* YOUR ASSIGNMENT *
Lines in the data below that contain the word "Drive" are to be copied.

* DATA FOR THIS EXERCISE *
▽

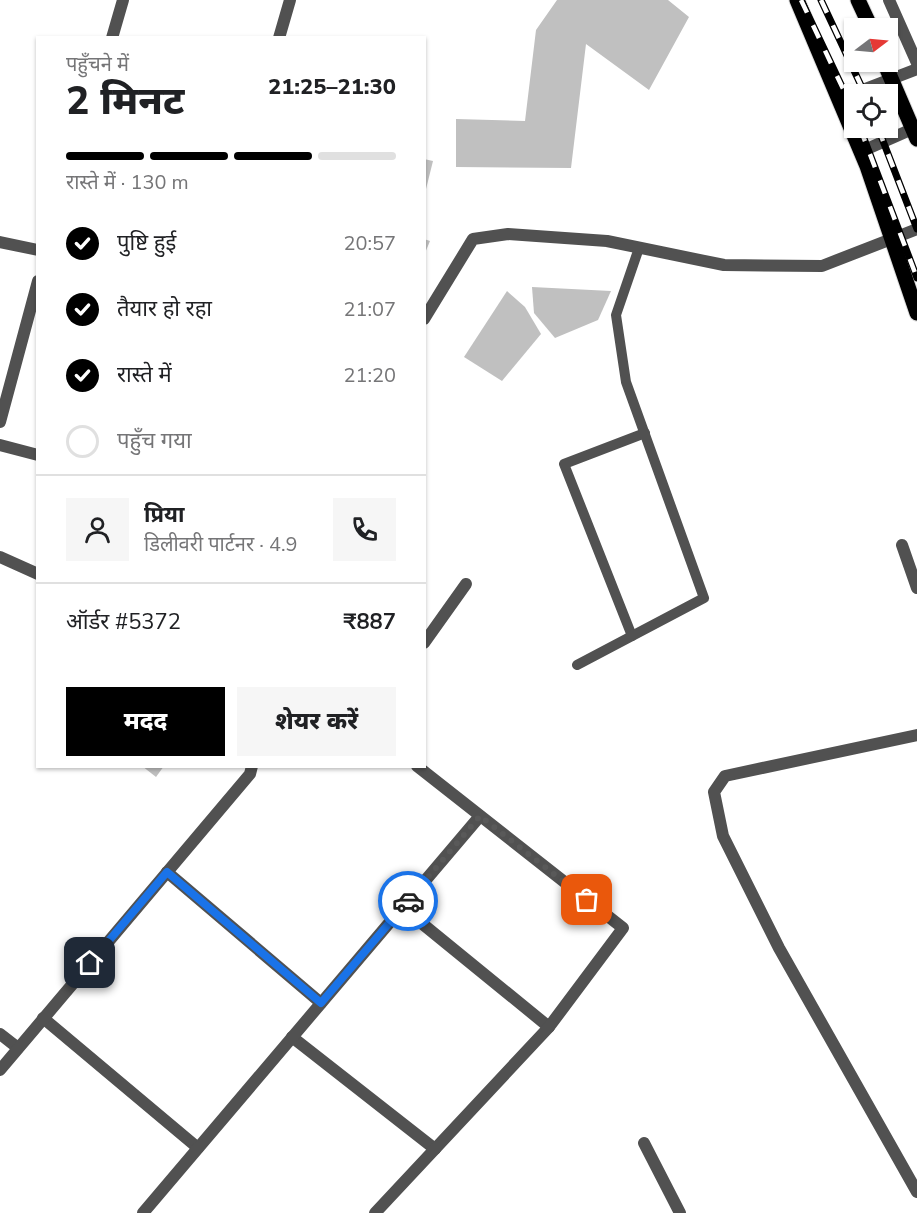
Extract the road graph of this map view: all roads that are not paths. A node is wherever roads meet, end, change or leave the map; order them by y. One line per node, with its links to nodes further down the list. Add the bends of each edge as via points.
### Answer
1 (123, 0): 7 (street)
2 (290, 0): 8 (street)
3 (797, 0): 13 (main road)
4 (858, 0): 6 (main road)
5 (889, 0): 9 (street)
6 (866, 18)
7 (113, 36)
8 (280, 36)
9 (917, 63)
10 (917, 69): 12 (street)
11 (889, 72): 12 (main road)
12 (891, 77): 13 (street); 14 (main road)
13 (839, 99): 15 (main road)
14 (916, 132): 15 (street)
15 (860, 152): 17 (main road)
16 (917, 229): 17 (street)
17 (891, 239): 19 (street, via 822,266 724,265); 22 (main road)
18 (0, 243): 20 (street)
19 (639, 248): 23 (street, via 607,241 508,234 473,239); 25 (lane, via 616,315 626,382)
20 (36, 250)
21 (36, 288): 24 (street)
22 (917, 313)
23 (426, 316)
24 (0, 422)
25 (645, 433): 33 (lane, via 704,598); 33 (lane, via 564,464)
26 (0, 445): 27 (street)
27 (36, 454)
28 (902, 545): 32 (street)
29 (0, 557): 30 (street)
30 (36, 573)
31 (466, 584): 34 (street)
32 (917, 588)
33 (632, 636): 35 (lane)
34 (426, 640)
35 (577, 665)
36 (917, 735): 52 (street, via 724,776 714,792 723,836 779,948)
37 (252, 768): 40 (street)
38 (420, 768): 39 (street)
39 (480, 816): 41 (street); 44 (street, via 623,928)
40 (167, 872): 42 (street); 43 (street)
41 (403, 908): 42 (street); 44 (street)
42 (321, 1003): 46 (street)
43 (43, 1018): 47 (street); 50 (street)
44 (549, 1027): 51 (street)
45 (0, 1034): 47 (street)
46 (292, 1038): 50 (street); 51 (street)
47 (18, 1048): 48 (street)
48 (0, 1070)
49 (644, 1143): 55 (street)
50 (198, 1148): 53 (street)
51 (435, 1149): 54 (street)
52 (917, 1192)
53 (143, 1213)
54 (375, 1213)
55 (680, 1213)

△
▽

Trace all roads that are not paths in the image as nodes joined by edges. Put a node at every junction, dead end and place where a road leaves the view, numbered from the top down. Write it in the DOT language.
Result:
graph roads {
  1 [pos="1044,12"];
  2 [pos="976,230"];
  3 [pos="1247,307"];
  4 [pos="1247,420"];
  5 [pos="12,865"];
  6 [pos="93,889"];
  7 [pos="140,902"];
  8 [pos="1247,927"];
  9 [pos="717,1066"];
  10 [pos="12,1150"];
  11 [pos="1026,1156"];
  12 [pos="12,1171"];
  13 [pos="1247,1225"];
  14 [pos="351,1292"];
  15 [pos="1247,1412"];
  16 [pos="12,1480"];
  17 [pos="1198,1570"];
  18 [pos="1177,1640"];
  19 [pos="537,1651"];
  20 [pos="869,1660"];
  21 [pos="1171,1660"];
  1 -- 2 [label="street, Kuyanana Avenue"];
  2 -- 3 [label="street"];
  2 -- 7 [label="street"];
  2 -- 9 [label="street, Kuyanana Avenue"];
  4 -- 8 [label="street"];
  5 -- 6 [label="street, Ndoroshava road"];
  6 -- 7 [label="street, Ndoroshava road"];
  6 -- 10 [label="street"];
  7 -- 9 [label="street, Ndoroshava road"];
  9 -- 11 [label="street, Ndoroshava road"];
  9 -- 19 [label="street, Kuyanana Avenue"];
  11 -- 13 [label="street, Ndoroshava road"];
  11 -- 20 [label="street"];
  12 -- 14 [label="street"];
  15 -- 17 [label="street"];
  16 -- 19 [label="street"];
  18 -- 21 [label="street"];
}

△
▽

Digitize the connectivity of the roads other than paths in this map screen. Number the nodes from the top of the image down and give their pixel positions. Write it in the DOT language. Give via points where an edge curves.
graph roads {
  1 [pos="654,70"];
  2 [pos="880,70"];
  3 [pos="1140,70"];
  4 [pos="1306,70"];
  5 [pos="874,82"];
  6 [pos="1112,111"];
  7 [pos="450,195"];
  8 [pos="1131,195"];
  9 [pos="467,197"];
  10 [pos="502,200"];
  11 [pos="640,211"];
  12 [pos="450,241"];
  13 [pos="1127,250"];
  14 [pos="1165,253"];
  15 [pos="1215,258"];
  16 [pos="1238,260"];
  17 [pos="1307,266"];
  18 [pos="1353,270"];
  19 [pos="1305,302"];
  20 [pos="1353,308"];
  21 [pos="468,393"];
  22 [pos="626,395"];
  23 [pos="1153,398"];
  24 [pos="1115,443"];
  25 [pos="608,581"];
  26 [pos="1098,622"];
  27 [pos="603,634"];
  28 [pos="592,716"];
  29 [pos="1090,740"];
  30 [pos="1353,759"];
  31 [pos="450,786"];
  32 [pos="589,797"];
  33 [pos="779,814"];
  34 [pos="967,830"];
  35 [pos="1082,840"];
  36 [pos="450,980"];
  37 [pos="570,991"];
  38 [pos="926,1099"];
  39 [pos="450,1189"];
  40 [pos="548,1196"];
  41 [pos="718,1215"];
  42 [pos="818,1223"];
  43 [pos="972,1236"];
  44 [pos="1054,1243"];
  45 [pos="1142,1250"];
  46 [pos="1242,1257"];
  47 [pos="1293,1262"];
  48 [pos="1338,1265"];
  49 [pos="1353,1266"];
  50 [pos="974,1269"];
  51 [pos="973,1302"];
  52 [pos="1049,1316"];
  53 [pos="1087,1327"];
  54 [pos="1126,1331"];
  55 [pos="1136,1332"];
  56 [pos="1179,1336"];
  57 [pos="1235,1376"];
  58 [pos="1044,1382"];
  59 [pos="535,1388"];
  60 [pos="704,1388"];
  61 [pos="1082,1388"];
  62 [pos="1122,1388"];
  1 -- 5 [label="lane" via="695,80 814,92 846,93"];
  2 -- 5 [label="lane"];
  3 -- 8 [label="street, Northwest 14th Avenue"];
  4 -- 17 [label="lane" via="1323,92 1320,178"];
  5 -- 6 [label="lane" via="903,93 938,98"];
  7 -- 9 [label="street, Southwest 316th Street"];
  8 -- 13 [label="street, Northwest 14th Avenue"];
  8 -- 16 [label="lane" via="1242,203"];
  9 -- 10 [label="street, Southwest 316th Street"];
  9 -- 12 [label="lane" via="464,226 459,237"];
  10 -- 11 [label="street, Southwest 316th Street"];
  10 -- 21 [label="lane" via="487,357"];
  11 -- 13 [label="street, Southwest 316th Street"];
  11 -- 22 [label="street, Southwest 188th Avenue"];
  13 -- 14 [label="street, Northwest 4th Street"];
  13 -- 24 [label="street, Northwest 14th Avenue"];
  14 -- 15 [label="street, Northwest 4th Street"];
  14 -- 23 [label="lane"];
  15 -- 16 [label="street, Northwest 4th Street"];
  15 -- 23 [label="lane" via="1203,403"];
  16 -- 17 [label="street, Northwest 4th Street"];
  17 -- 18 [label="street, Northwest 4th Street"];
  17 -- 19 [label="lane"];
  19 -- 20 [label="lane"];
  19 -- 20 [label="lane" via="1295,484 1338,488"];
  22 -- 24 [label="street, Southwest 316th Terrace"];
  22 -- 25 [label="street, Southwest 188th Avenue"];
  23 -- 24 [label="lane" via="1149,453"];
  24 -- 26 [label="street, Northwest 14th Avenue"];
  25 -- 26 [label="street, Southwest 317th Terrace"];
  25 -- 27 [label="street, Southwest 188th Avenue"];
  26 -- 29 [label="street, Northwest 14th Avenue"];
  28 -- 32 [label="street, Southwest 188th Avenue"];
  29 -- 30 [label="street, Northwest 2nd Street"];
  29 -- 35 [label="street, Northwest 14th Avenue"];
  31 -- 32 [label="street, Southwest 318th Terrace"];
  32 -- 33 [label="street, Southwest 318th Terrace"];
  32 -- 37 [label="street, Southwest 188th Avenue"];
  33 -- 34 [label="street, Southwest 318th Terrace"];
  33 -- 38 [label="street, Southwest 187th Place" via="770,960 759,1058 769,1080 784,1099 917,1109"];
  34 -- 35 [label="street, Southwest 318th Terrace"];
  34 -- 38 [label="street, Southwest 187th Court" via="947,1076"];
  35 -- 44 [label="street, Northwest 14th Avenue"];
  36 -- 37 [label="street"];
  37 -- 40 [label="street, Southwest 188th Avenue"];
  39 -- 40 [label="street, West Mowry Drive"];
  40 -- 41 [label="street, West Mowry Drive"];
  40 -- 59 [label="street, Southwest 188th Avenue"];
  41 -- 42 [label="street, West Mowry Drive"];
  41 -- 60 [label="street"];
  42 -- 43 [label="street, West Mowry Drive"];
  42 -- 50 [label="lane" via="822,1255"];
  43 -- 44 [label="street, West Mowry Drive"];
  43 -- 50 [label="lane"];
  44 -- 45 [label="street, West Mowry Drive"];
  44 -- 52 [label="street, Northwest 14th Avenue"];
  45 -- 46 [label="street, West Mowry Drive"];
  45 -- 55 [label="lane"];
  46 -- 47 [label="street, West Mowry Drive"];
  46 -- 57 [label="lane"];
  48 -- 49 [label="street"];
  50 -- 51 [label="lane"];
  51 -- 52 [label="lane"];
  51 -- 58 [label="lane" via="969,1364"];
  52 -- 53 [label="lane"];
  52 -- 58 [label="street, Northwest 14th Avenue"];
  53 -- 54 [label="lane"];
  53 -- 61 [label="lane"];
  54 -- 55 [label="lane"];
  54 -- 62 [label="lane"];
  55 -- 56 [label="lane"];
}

△

* TASK RESULT *
  39 -- 40 [label="street, West Mowry Drive"];
  40 -- 41 [label="street, West Mowry Drive"];
  41 -- 42 [label="street, West Mowry Drive"];
  42 -- 43 [label="street, West Mowry Drive"];
  43 -- 44 [label="street, West Mowry Drive"];
  44 -- 45 [label="street, West Mowry Drive"];
  45 -- 46 [label="street, West Mowry Drive"];
  46 -- 47 [label="street, West Mowry Drive"];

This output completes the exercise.